Google's market capitalization is skyrocketing not due to share buybacks but due to growth. Apple needs to follow this example.

Feb 2, 2014 at 11:00AM

When Google (NASDAQ:GOOGL) reported its quarterly earnings, the company revealed that it had about $58 billion in cash and marketable securities. Google is far from being as overcapitalized as Apple (NASDAQ:AAPL), and investors seem to have no problems with the fact that Google neither pays a dividend nor has a share-buyback program in place. The best part? Investors don't seem to mind as the stock continues to hit record highs day in and day out. So, what does this mean?

Apple needs growth, not a buyback
Many investors, including Carl Icahn, believe that if Apple were to simply do the International Business Machines thing and focus on driving up earnings per share via share buybacks, that the stock could trade meaningfully higher from here. While a buyback would certainly serve to juice the share price in the near term (as it would introduce buying pressure), this is not how long-term value, particularly in tech, is created.

See, the thing is that investors had no problem with Apple's cash pile while the business continued to exhibit hyper growth rates for its size. Why? Well, with organic growth came organic EPS growth and -- voila -- growth in the share price! Apple need not weaken its balance sheet to juice up the share price and EPS near term (for all investors know, the market could simply reward Apple with an even lower multiple.) It needs to return to real, honest-to-goodness growth.

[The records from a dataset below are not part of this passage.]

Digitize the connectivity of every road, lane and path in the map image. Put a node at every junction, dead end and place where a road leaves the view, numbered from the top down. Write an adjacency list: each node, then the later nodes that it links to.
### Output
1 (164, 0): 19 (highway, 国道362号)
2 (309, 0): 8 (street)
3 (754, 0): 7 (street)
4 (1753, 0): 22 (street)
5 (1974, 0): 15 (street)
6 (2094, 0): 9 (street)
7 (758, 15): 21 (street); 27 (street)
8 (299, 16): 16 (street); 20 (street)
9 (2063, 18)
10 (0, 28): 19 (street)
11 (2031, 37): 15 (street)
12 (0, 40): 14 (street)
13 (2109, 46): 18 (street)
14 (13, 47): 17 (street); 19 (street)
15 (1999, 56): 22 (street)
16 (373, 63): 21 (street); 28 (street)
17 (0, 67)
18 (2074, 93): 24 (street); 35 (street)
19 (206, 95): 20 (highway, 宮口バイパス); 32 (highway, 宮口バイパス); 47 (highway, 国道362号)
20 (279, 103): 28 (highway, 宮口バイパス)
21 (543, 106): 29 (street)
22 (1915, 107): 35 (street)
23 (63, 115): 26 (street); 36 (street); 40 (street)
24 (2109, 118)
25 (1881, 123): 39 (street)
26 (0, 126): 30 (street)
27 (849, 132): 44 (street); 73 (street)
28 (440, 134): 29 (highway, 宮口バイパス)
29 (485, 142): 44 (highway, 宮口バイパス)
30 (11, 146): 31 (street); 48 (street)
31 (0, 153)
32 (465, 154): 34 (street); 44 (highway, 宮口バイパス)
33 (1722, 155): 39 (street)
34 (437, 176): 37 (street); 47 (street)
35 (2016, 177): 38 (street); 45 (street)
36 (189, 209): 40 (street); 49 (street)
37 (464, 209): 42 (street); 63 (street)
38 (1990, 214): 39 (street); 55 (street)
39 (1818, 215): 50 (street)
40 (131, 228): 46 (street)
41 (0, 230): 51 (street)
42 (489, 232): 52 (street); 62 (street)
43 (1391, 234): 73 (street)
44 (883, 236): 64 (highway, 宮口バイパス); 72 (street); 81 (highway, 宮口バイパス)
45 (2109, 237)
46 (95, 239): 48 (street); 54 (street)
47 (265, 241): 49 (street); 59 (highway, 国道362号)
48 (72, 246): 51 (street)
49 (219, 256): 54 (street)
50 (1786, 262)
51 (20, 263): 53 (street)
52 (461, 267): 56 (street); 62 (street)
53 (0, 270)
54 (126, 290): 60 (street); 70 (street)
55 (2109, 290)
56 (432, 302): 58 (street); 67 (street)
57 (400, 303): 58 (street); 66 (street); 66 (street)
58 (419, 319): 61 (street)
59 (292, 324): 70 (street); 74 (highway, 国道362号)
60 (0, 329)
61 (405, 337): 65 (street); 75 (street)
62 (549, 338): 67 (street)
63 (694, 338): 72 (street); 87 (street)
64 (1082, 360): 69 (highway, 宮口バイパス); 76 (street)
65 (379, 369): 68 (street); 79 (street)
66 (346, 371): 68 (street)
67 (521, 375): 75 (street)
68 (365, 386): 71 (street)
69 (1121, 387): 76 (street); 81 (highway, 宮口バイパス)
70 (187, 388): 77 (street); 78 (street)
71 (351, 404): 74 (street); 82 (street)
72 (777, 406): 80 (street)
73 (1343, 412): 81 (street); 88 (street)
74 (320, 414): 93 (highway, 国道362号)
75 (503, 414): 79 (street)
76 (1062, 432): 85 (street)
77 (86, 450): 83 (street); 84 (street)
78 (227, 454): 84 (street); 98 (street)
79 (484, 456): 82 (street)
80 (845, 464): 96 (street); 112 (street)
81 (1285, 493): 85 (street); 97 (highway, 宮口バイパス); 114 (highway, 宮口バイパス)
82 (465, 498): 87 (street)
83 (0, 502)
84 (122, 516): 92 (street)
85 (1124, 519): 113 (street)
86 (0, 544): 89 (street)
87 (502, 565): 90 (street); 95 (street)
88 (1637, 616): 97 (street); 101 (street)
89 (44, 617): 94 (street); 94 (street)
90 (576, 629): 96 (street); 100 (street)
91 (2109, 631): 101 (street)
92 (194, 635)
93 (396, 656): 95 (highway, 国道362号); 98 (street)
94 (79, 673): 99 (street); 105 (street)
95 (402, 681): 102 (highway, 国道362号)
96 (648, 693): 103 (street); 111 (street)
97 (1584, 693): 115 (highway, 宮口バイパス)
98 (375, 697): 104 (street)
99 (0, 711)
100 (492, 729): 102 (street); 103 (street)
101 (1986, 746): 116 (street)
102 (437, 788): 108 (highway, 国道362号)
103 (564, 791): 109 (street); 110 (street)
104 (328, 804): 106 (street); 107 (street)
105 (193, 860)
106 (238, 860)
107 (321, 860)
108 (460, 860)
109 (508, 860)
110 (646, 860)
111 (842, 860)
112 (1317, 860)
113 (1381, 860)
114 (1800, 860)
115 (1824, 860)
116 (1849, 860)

The iPhone and iPad can do it in 2014 and 2015
The good news is that Apple is likely to launch a pair of "big" iPhones in a bid to expand its high-end smartphone TAM. Even excluding the "new product category" that Tim Cook has hinted at on various calls, Apple's current product lines still have real life left in them, particularly if the company can just gain share at the high-end/high-margin portions. This isn't going to drive super growth, but it'll be good for at least low- to mid-single digit growth over the next few years.

However, for a company the size of Apple, there will need to be the next big thing (isn't this phrase so tacky, now?) in order to drive another leg of growth in a few years -- if it is ever to materialize. There's a lot of speculation of what it could be, but it's important to not get too carried away until the product is announced and the first couple of quarters' worth of sales are booked. Then, if warranted, the stock will be repriced upward if the new products are a hit.

Foolish take
While a gigantic buyback sounds nice, Apple would ultimately end up inflating its EPS but -- since most of its cash is abroad -- would need to take out a pretty hefty amount of debt in order to retire shares. Even in this case, it's not clear if the buyback really would create long-term value, especially if the company is unable to get the revenue growth engine kick-started. However, if Apple is able to get back to hefty revenue growth, then the buyback won't be needed at all.

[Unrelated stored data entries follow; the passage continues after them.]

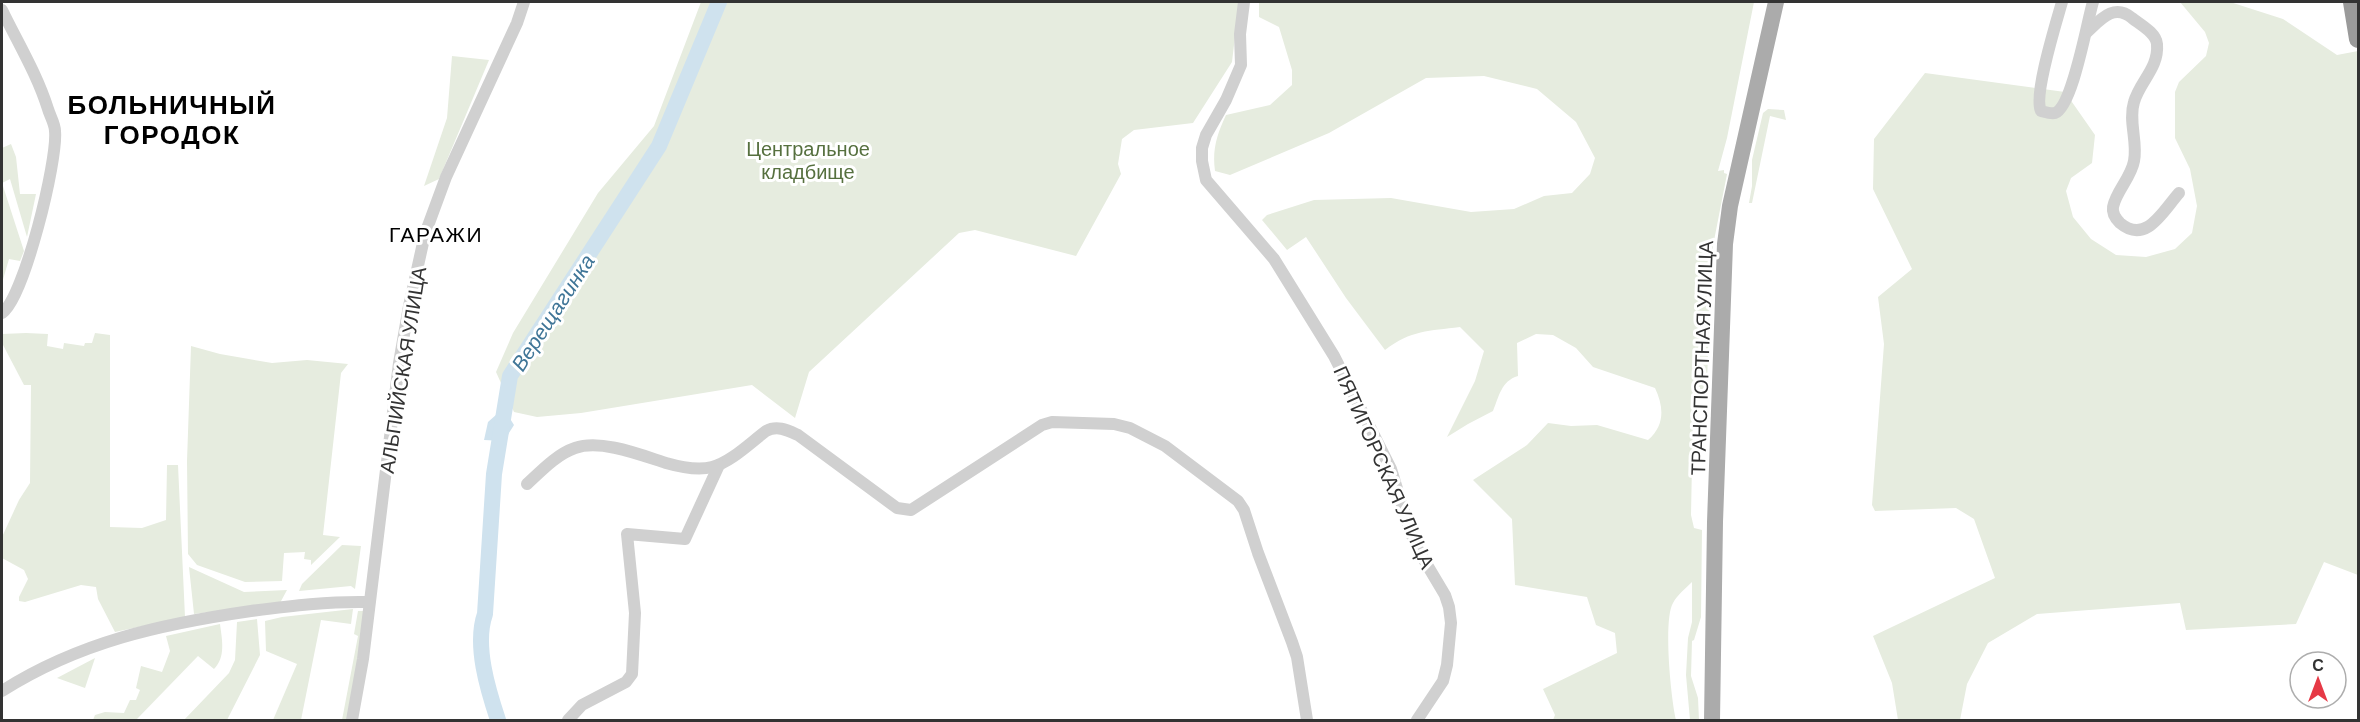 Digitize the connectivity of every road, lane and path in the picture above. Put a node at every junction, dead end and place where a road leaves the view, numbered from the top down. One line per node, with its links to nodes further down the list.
1 (524, 2): 14 (street, АЛЬПИЙСКАЯ УЛИЦА)
2 (1244, 2): 19 (street, ПЯТИГОРСКАЯ УЛИЦА)
3 (1776, 2): 20 (main road, ТРАНСПОРТНАЯ УЛИЦА)
4 (2062, 2): 8 (street)
5 (2093, 2): 8 (street)
6 (2352, 2): 9 (highway)
7 (2, 10): 11 (street)
8 (2087, 32): 10 (street)
9 (2358, 39)
10 (2179, 193)
11 (2, 313)
12 (719, 465): 13 (street); 17 (street); 18 (street)
13 (527, 484)
14 (369, 602): 15 (street); 16 (street, АЛЬПИЙСКАЯ УЛИЦА)
15 (2, 691)
16 (352, 720)
17 (568, 720)
18 (1307, 720)
19 (1417, 720)
20 (1712, 720) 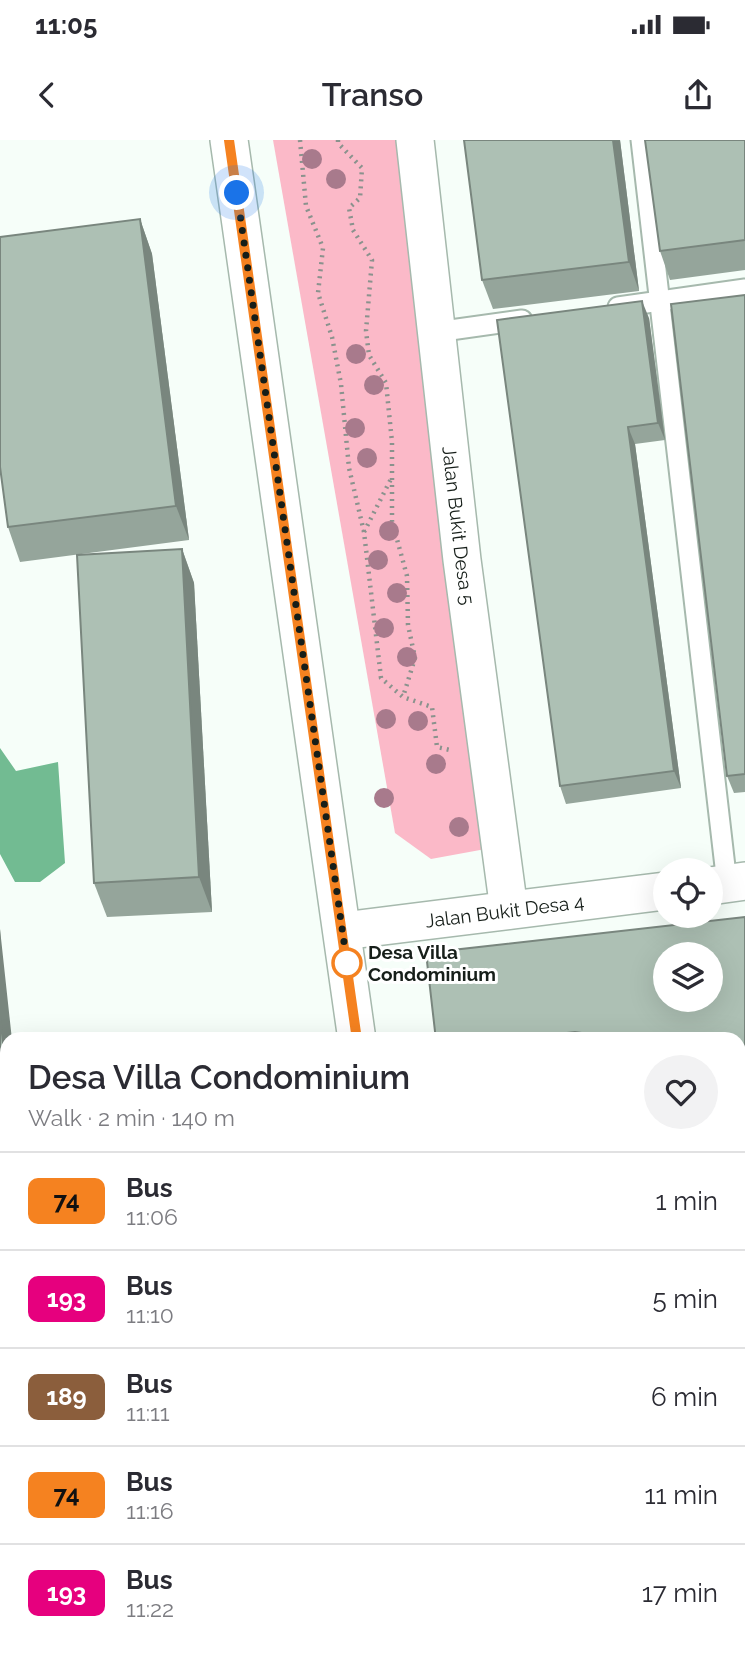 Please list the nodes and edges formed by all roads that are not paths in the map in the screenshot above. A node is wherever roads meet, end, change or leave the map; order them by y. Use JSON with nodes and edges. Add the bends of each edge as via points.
{"nodes":[{"id":1,"x":229,"y":140,"type":"edge"},
{"id":2,"x":415,"y":140,"type":"edge"},
{"id":3,"x":641,"y":140,"type":"edge"},
{"id":4,"x":745,"y":289,"type":"edge"},
{"id":5,"x":659,"y":301,"type":"junction"},
{"id":6,"x":594,"y":310,"type":"edge"},
{"id":7,"x":541,"y":317,"type":"edge"},
{"id":8,"x":436,"y":332,"type":"junction"},
{"id":9,"x":727,"y":884,"type":"edge"},
{"id":10,"x":653,"y":893,"type":"edge"},
{"id":11,"x":509,"y":911,"type":"junction"},
{"id":12,"x":343,"y":931,"type":"junction"},
{"id":13,"x":356,"y":1032,"type":"edge"}],
"edges":[{"from":1,"to":12,"type":"street"},
{"from":2,"to":8,"type":"street","name":"Jalan Bukit Desa 5"},
{"from":3,"to":5,"type":"lane"},
{"from":4,"to":5,"type":"lane"},
{"from":5,"to":6,"type":"lane"},
{"from":5,"to":9,"type":"lane"},
{"from":7,"to":8,"type":"lane"},
{"from":8,"to":11,"type":"street","name":"Jalan Bukit Desa 5"},
{"from":10,"to":11,"type":"street","name":"Jalan Bukit Desa 4"},
{"from":11,"to":12,"type":"street","name":"Jalan Bukit Desa 4"},
{"from":12,"to":13,"type":"street"}]}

So, really, Apple needs to follow the lead of its high-growth tech-stock friends like Google and deliver on the revenue growth to drive the share price up. Apple can probably do it, and frankly, the shares do look compelling here if you believe that Apple really will bring about the "next big thing." If not, then all eyes will continue to be on the iPhone and iPad sales numbers.

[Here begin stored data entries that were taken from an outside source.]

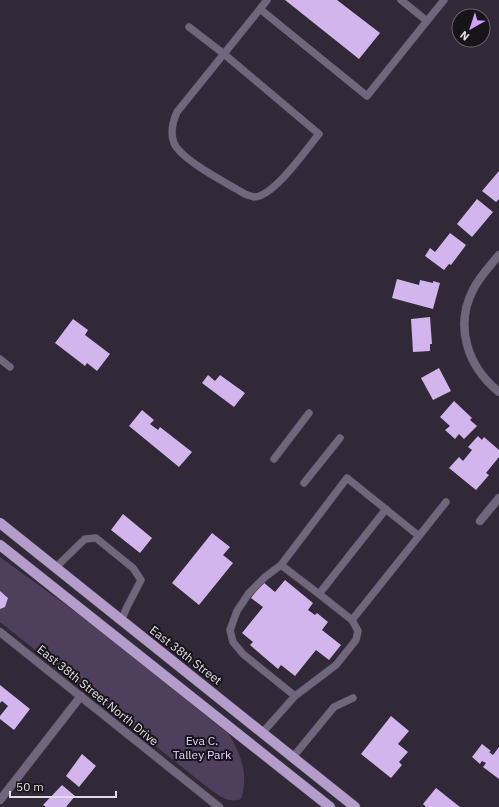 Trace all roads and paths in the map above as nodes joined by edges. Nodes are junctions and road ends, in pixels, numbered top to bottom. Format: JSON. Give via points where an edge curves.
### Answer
{"nodes":[{"id":1,"x":267,"y":0,"type":"edge"},
{"id":2,"x":401,"y":0,"type":"edge"},
{"id":3,"x":444,"y":0,"type":"edge"},
{"id":4,"x":260,"y":9,"type":"junction"},
{"id":5,"x":427,"y":21,"type":"junction"},
{"id":6,"x":189,"y":27,"type":"dead end"},
{"id":7,"x":224,"y":54,"type":"junction"},
{"id":8,"x":499,"y":255,"type":"edge"},
{"id":9,"x":0,"y":359,"type":"edge"},
{"id":10,"x":10,"y":368,"type":"dead end"},
{"id":11,"x":499,"y":392,"type":"edge"},
{"id":12,"x":309,"y":413,"type":"dead end"},
{"id":13,"x":340,"y":438,"type":"dead end"},
{"id":14,"x":274,"y":459,"type":"dead end"},
{"id":15,"x":304,"y":483,"type":"dead end"},
{"id":16,"x":499,"y":498,"type":"edge"},
{"id":17,"x":446,"y":502,"type":"dead end"},
{"id":18,"x":386,"y":509,"type":"junction"},
{"id":19,"x":480,"y":521,"type":"dead end"},
{"id":20,"x":0,"y":523,"type":"edge"},
{"id":21,"x":419,"y":536,"type":"junction"},
{"id":22,"x":0,"y":545,"type":"edge"},
{"id":23,"x":281,"y":565,"type":"junction"},
{"id":24,"x":55,"y":568,"type":"junction"},
{"id":25,"x":319,"y":594,"type":"junction"},
{"id":26,"x":352,"y":620,"type":"junction"},
{"id":27,"x":121,"y":621,"type":"junction"},
{"id":28,"x":0,"y":632,"type":"edge"},
{"id":29,"x":81,"y":696,"type":"junction"},
{"id":30,"x":295,"y":696,"type":"junction"},
{"id":31,"x":353,"y":698,"type":"dead end"},
{"id":32,"x":263,"y":732,"type":"junction"},
{"id":33,"x":293,"y":757,"type":"junction"},
{"id":34,"x":0,"y":800,"type":"edge"},
{"id":35,"x":219,"y":807,"type":"edge"},
{"id":36,"x":330,"y":807,"type":"edge"},
{"id":37,"x":355,"y":807,"type":"edge"}],
"edges":[{"from":1,"to":4,"type":"lane"},
{"from":2,"to":5,"type":"lane"},
{"from":3,"to":5,"type":"lane"},
{"from":4,"to":5,"type":"lane","via":[[367,96]]},
{"from":4,"to":7,"type":"lane"},
{"from":6,"to":7,"type":"lane"},
{"from":7,"to":7,"type":"lane","via":[[177,112],[173,122],[174,142],[185,157],[254,197],[268,191],[319,134]]},
{"from":8,"to":11,"type":"street","via":[[472,290],[466,308],[464,327],[466,347],[471,359],[481,376]]},
{"from":9,"to":10,"type":"lane"},
{"from":12,"to":14,"type":"lane"},
{"from":13,"to":15,"type":"lane"},
{"from":16,"to":19,"type":"street"},
{"from":17,"to":21,"type":"lane"},
{"from":18,"to":21,"type":"lane"},
{"from":18,"to":23,"type":"lane","via":[[347,478]]},
{"from":18,"to":25,"type":"lane"},
{"from":20,"to":24,"type":"main road","name":"East 38th Street"},
{"from":21,"to":26,"type":"lane"},
{"from":22,"to":36,"type":"main road"},
{"from":23,"to":25,"type":"lane"},
{"from":23,"to":30,"type":"lane","via":[[249,594],[238,610],[230,630],[232,642],[243,654]]},
{"from":24,"to":27,"type":"main road","name":"East 38th Street"},
{"from":24,"to":27,"type":"lane","via":[[85,539],[96,538],[133,568],[141,580]]},
{"from":25,"to":26,"type":"lane"},
{"from":26,"to":30,"type":"lane","via":[[358,630],[356,640],[336,665]]},
{"from":27,"to":32,"type":"main road","name":"East 38th Street"},
{"from":28,"to":29,"type":"street","name":"East 38th Street North Drive"},
{"from":29,"to":34,"type":"street"},
{"from":29,"to":35,"type":"street","name":"East 38th Street North Drive"},
{"from":30,"to":32,"type":"lane"},
{"from":31,"to":33,"type":"lane","via":[[334,706]]},
{"from":32,"to":33,"type":"main road","name":"East 38th Street"},
{"from":33,"to":37,"type":"main road","name":"East 38th Street"}]}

More compelling ideas from The Motley Fool
They said it couldn't be done. But David Gardner has proved them wrong time, and time, and time again with stock returns like 926%, 2,239%, and 4,371%. In fact, just recently one of his favorite stocks became a 100-bagger. And he's ready to do it again. You can uncover his scientific approach to crushing the market and his carefully chosen six picks for ultimate growth instantly, because he's making this premium report free for you today. Click here now for access.


Ashraf Eassa has no position in any stocks mentioned. The Motley Fool recommends Apple and Google. The Motley Fool owns shares of Apple, Google, and International Business Machines. Try any of our Foolish newsletter services free for 30 days. We Fools may not all hold the same opinions, but we all believe that considering a diverse range of insights makes us better investors. The Motley Fool has a disclosure policy.

Money to your ears - A great FREE investing resource for you

The best way to get your regular dose of market and money insights is our suite of free podcasts ... what we like to think of as “binge-worthy finance.”

Feb 1, 2016 at 5:03PM

Whether we're in the midst of earnings season or riding out the market's lulls, you want to know the best strategies for your money.

And you'll want to go beyond the hype of screaming TV personalities, fear-mongering ads, and "analysis" from people who might have your email address ... but no track record of success.

In short, you want a voice of reason you can count on.

A 2015 Business Insider article titled, "11 websites to bookmark if you want to get rich," rated The Motley Fool as the #1 place online to get smarter about investing.

And one of the easiest, most enjoyable, most valuable ways to get your regular dose of market and money insights is our suite of free podcasts ... what we like to think of as "binge-worthy finance."

Whether you make it part of your daily commute or you save up and listen to a handful of episodes for your 50-mile bike rides or long soaks in a bubble bath (or both!), the podcasts make sense of your money.

And unlike so many who want to make the subjects of personal finance and investing complicated and scary, our podcasts are clear, insightful, and (yes, it's true) fun.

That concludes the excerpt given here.